La divergenza tra le politiche monetarie della Fed e della Bce dovrebbe tornare al centro dell’attenzione mentre l’inflazione ciclica dovrebbe essere migliore delle attese nel 2018, soprattutto negli Stati Uniti. Per questo motivo, la Fed dovrebbe procedere a quattro rialzi dei tassi entro la fine del 2018, già largamente prezzati dal mercato. Dall’altro lato, la Bce dovrà mostrarsi più accomodante alla luce del recente restringimento delle condizioni finanziarie. Inoltre, anche la differenza tra i tassi e il posizionamento attuale dovrebbero supportare un rimbalzo tattico del dollaro.

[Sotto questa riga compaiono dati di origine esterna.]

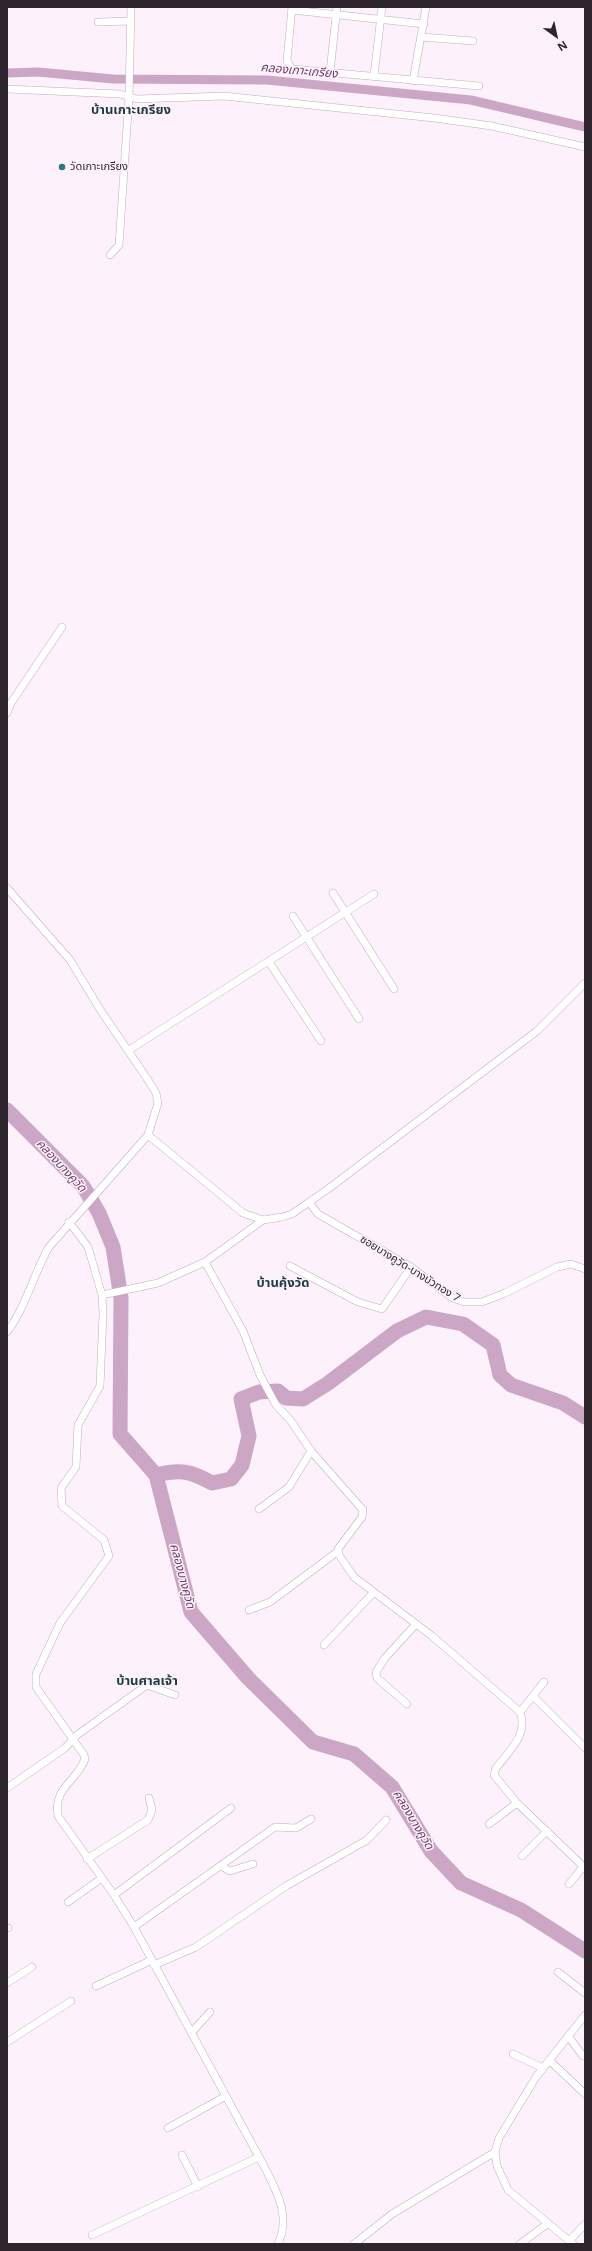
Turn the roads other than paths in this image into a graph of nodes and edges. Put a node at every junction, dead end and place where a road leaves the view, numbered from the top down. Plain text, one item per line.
1 (131, 7) edge
2 (382, 7) edge
3 (426, 7) edge
4 (292, 8) edge
5 (337, 11) edge
6 (381, 18) junction
7 (131, 21) junction
8 (98, 22) dead end
9 (424, 24) junction
10 (421, 37) junction
11 (473, 41) dead end
12 (330, 72) junction
13 (374, 76) junction
14 (413, 81) junction
15 (479, 86) dead end
16 (7, 89) edge
17 (129, 94) junction
18 (585, 147) edge
19 (110, 255) dead end
20 (62, 627) dead end
21 (7, 713) edge
22 (7, 888) edge
23 (333, 893) dead end
24 (374, 894) dead end
25 (345, 913) junction
26 (293, 916) dead end
27 (306, 938) junction
28 (269, 962) junction
29 (585, 983) edge
30 (394, 988) dead end
31 (359, 1019) dead end
32 (321, 1042) dead end
33 (129, 1050) junction
34 (148, 1135) junction
35 (309, 1202) junction
36 (263, 1220) junction
37 (69, 1222) junction
38 (205, 1262) junction
39 (290, 1266) dead end
40 (411, 1267) junction
41 (585, 1269) edge
42 (105, 1294) junction
43 (7, 1332) edge
44 (311, 1451) junction
45 (259, 1509) dead end
46 (337, 1552) junction
47 (373, 1593) junction
48 (249, 1610) dead end
49 (416, 1624) junction
50 (324, 1645) dead end
51 (544, 1682) dead end
52 (175, 1695) dead end
53 (533, 1696) junction
54 (407, 1704) dead end
55 (520, 1712) junction
56 (74, 1740) junction
57 (585, 1748) edge
58 (7, 1788) edge
59 (149, 1798) dead end
60 (517, 1804) junction
61 (231, 1808) dead end
62 (311, 1819) dead end
63 (386, 1820) dead end
64 (488, 1824) dead end
65 (547, 1831) junction
66 (522, 1856) dead end
67 (88, 1859) junction
68 (253, 1864) dead end
69 (221, 1866) junction
70 (584, 1867) edge
71 (102, 1878) junction
72 (569, 1884) dead end
73 (114, 1895) junction
74 (68, 1902) dead end
75 (134, 1927) junction
76 (153, 1962) junction
77 (32, 1967) dead end
78 (558, 1972) dead end
79 (7, 1983) edge
80 (96, 1986) dead end
81 (585, 1993) edge
82 (71, 2001) dead end
83 (210, 2012) dead end
84 (585, 2015) edge
85 (191, 2033) junction
86 (568, 2036) junction
87 (7, 2042) edge
88 (513, 2054) dead end
89 (583, 2056) dead end
90 (549, 2060) junction
91 (543, 2068) junction
92 (585, 2094) edge
93 (226, 2096) junction
94 (168, 2128) dead end
95 (495, 2152) junction
96 (182, 2155) dead end
97 (259, 2157) junction
98 (198, 2187) junction
99 (547, 2224) junction
100 (585, 2224) edge
101 (92, 2235) dead end
102 (571, 2242) edge
103 (278, 2244) edge
104 (354, 2244) edge
105 (520, 2244) edge

1 - 7 street
2 - 6 street
3 - 9 street
4 - 5 street
4 - 12 street
5 - 6 street
5 - 12 street
6 - 9 street
6 - 13 street
7 - 8 street
7 - 17 street
9 - 10 street
10 - 11 street
10 - 14 street
12 - 13 street
13 - 14 street
14 - 15 street
16 - 17 street
17 - 18 street
17 - 19 street
20 - 21 street
22 - 33 street
23 - 25 street
24 - 25 street
25 - 27 street
25 - 30 street
26 - 27 street
27 - 28 street
27 - 31 street
28 - 32 street
28 - 33 street
29 - 35 street
33 - 34 street
34 - 36 street
34 - 37 street
35 - 36 street
35 - 40 street, ซอยบางคูวัด-บางบัวทอง 7
36 - 38 street
37 - 42 street
37 - 43 street
38 - 42 street
38 - 44 street
39 - 40 street
40 - 41 street, ซอยบางคูวัด-บางบัวทอง 7
42 - 56 street
44 - 45 street
44 - 46 street
46 - 47 street
46 - 48 street
47 - 49 street
47 - 50 street
49 - 54 street
49 - 55 street
51 - 53 street
52 - 56 street
53 - 55 street
53 - 57 street
55 - 60 street
56 - 58 street
56 - 67 street
59 - 67 street
60 - 64 street
60 - 65 street
61 - 73 street
62 - 69 street
63 - 76 street
65 - 66 street
65 - 70 street
67 - 71 street
68 - 69 street
69 - 75 street
70 - 72 street
71 - 73 street
71 - 74 street
73 - 75 street
75 - 76 street
76 - 80 street
76 - 85 street
77 - 79 street
78 - 81 street
82 - 87 street
83 - 85 street
84 - 86 street
85 - 93 street
86 - 89 street
86 - 90 street
88 - 91 street
90 - 91 street
90 - 92 street
91 - 95 street
93 - 94 street
93 - 97 street
95 - 99 street
95 - 104 street
96 - 98 street
97 - 98 street
97 - 103 street
98 - 101 street
99 - 102 street
99 - 105 street
100 - 102 street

Classis Capital negli orientamenti prospettici di mercato, ad inizio terzo trimestre aveva previsto il dollaro debole in area 1,20 verso euro, consigliando a tali livelli l’investimento nella valuta in un piccola percentuale per diversificare il portafoglio vedendo poco probabile l’ulteriore deprezzamento, come scritto su questo giornale nel mese di Agosto. Ad oggi, non cambiamo le nostre previsioni, ma suggeriamo molta prudenza su questo tipo di investimento, perché il grande malato sta ancora cercando di capire quale sia la giusta medicina e non è detto che la trovi nel breve periodo.